International Banking Newsletter Archive

International Banking from Zions Bank
 

Several recent trade agreements have eased the way for exports from U.S. businesses to countries all over the world by eliminating or reducing tariffs and regulatory burdens. Over the last few years, agreements between the U.S. and Israel and South Korea, as well as Russia’s admission to the World Trade Organization, have already benefitted the countries involved, their people and their economies. They have expanded the potential reach of businesses in this country and increased profits for companies of all sizes that export goods and services. Other agreements that are currently pending offer similar opportunities for businesses.

Latin America and Colombia
The Latin American economy has grown over the last few years and offers American businesses many opportunities for trade. In general, Latin America’s middle class has increased 50 percent in the past decade alone. By some estimates, it is nearly the size of China’s. There is enormous potential — economically, politically and socially — for the U.S. in its relations with countries in the Western Hemisphere. Following Vice President Joe Biden’s recent trip to Colombia, Trinidad, and Brazil he said, “As leaders across the region work to lift their citizens out of poverty and to diversify their economies from commodity-led growth, the U.S. believes that the greatest promise – for Americans and for our neighbors – lies in deeper economic integration and openness.”

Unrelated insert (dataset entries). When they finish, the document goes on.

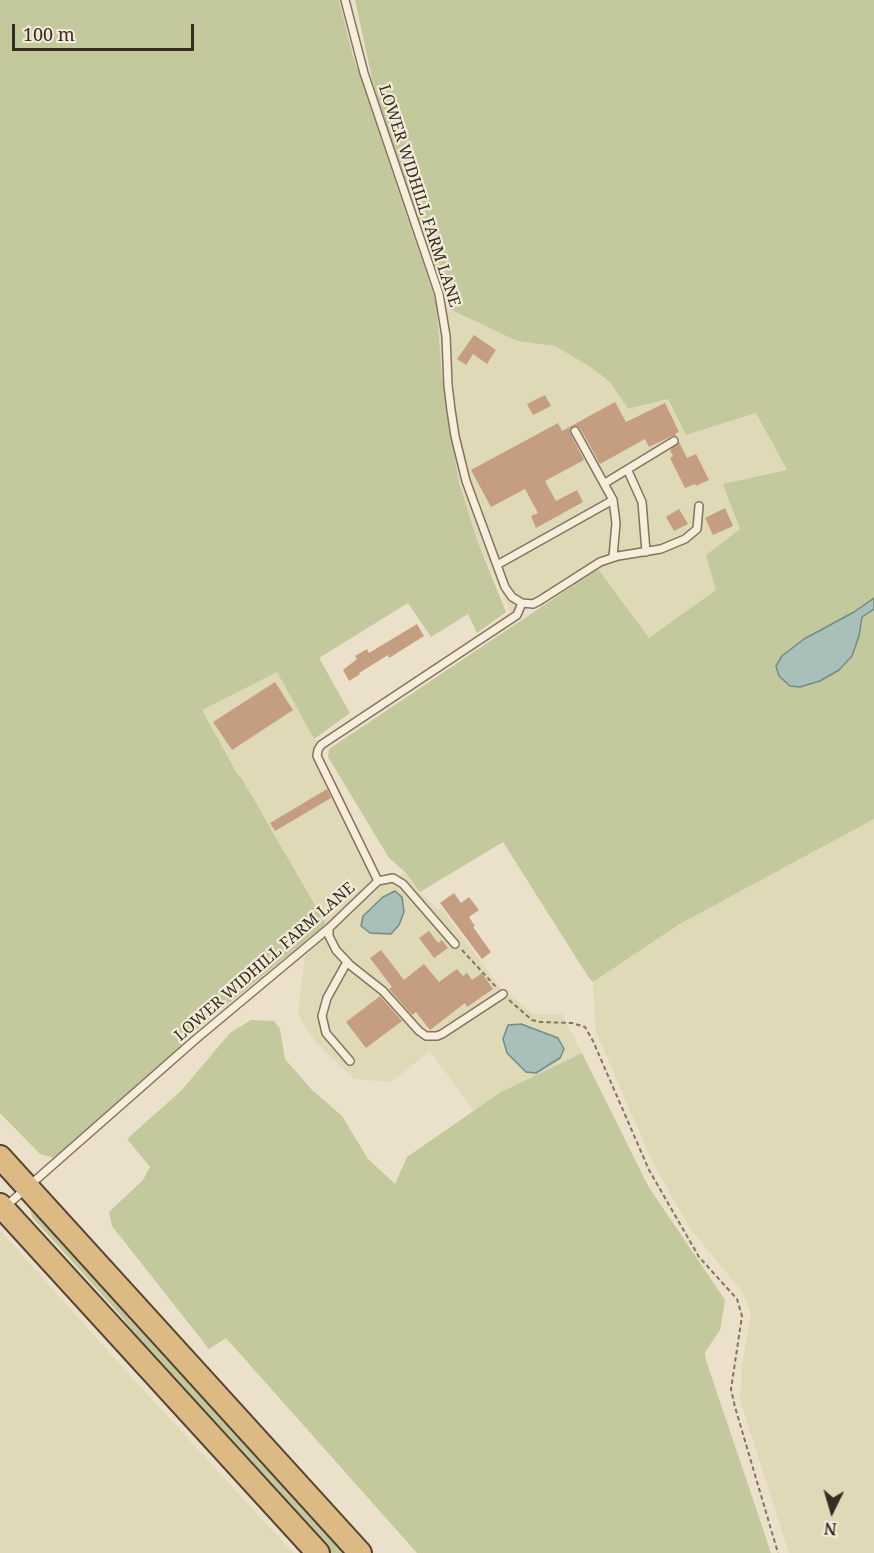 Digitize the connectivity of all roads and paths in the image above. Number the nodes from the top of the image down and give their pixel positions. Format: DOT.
graph roads {
  1 [pos="345,0"];
  2 [pos="575,431"];
  3 [pos="674,441"];
  4 [pos="628,471"];
  5 [pos="605,483"];
  6 [pos="613,500"];
  7 [pos="699,506"];
  8 [pos="646,552"];
  9 [pos="613,557"];
  10 [pos="497,565"];
  11 [pos="522,603"];
  12 [pos="378,881"];
  13 [pos="329,928"];
  14 [pos="456,944"];
  15 [pos="347,962"];
  16 [pos="502,994"];
  17 [pos="350,1061"];
  18 [pos="0,1158"];
  19 [pos="27,1187"];
  20 [pos="2,1206"];
  21 [pos="318,1553"];
  22 [pos="360,1553"];
  23 [pos="778,1553"];
  1 -- 10 [label="lane, LOWER WIDHILL FARM LANE"];
  2 -- 5 [label="lane"];
  3 -- 4 [label="lane"];
  4 -- 5 [label="lane"];
  4 -- 8 [label="lane"];
  5 -- 6 [label="lane"];
  6 -- 9 [label="lane"];
  6 -- 10 [label="lane"];
  7 -- 8 [label="lane"];
  8 -- 9 [label="lane"];
  9 -- 11 [label="lane"];
  10 -- 11 [label="lane, LOWER WIDHILL FARM LANE"];
  11 -- 12 [label="lane, LOWER WIDHILL FARM LANE"];
  12 -- 13 [label="lane, LOWER WIDHILL FARM LANE"];
  12 -- 14 [label="lane"];
  13 -- 15 [label="lane"];
  13 -- 19 [label="lane, LOWER WIDHILL FARM LANE"];
  14 -- 16 [label="path"];
  15 -- 16 [label="lane"];
  15 -- 17 [label="lane"];
  16 -- 23 [label="path"];
  18 -- 19 [label="highway"];
  19 -- 20 [label="lane, LOWER WIDHILL FARM LANE"];
  19 -- 22 [label="highway"];
  20 -- 21 [label="highway"];
}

Not only is the U.S. strengthening what is already a trillion-dollar trading relationship with Mexico and Canada, it also has free-trade agreements that stretch nearly continuously from Canada to Chile. One of the most promising developments is the year-old Alliance of the Pacific that includes Chile, Colombia, Peru and Mexico. This pact, involving four of the region’s fastest-growing countries, has nations across the world seeking to participate or to play a positive supporting role, including the U.S. By committing to lowering trade barriers and integrating diplomatic and commercial interests, alliance members are showing that pragmatism, not ideology, is the secret to success.

Colombia
The U.S. is Colombia’s largest trading partner, accounting for 30 percent of its total trade in 2012. In the year since the U.S.-Colombia Trade Promotion Agreement (TPA) went into effect in May of 2012, U.S. exports have increased 20% to $16 billion. The rise is even more dramatic for exports from Utah. In 2011, companies in the state exported $16 million to Colombia. By the end of 2012, that number had skyrocketed to nearly $47 million. When the agreement went into effect, 80 percent of U.S. consumer and industrial goods became eligible to enter the country duty-free and by the fifth year of the pact, 95 percent of Colombian tariffs on U.S. products will be eliminated. By the 10th year, all remaining duties will be phased out. Colombia’s economy is the third largest in Central and South America and its people are eager to try new products and services.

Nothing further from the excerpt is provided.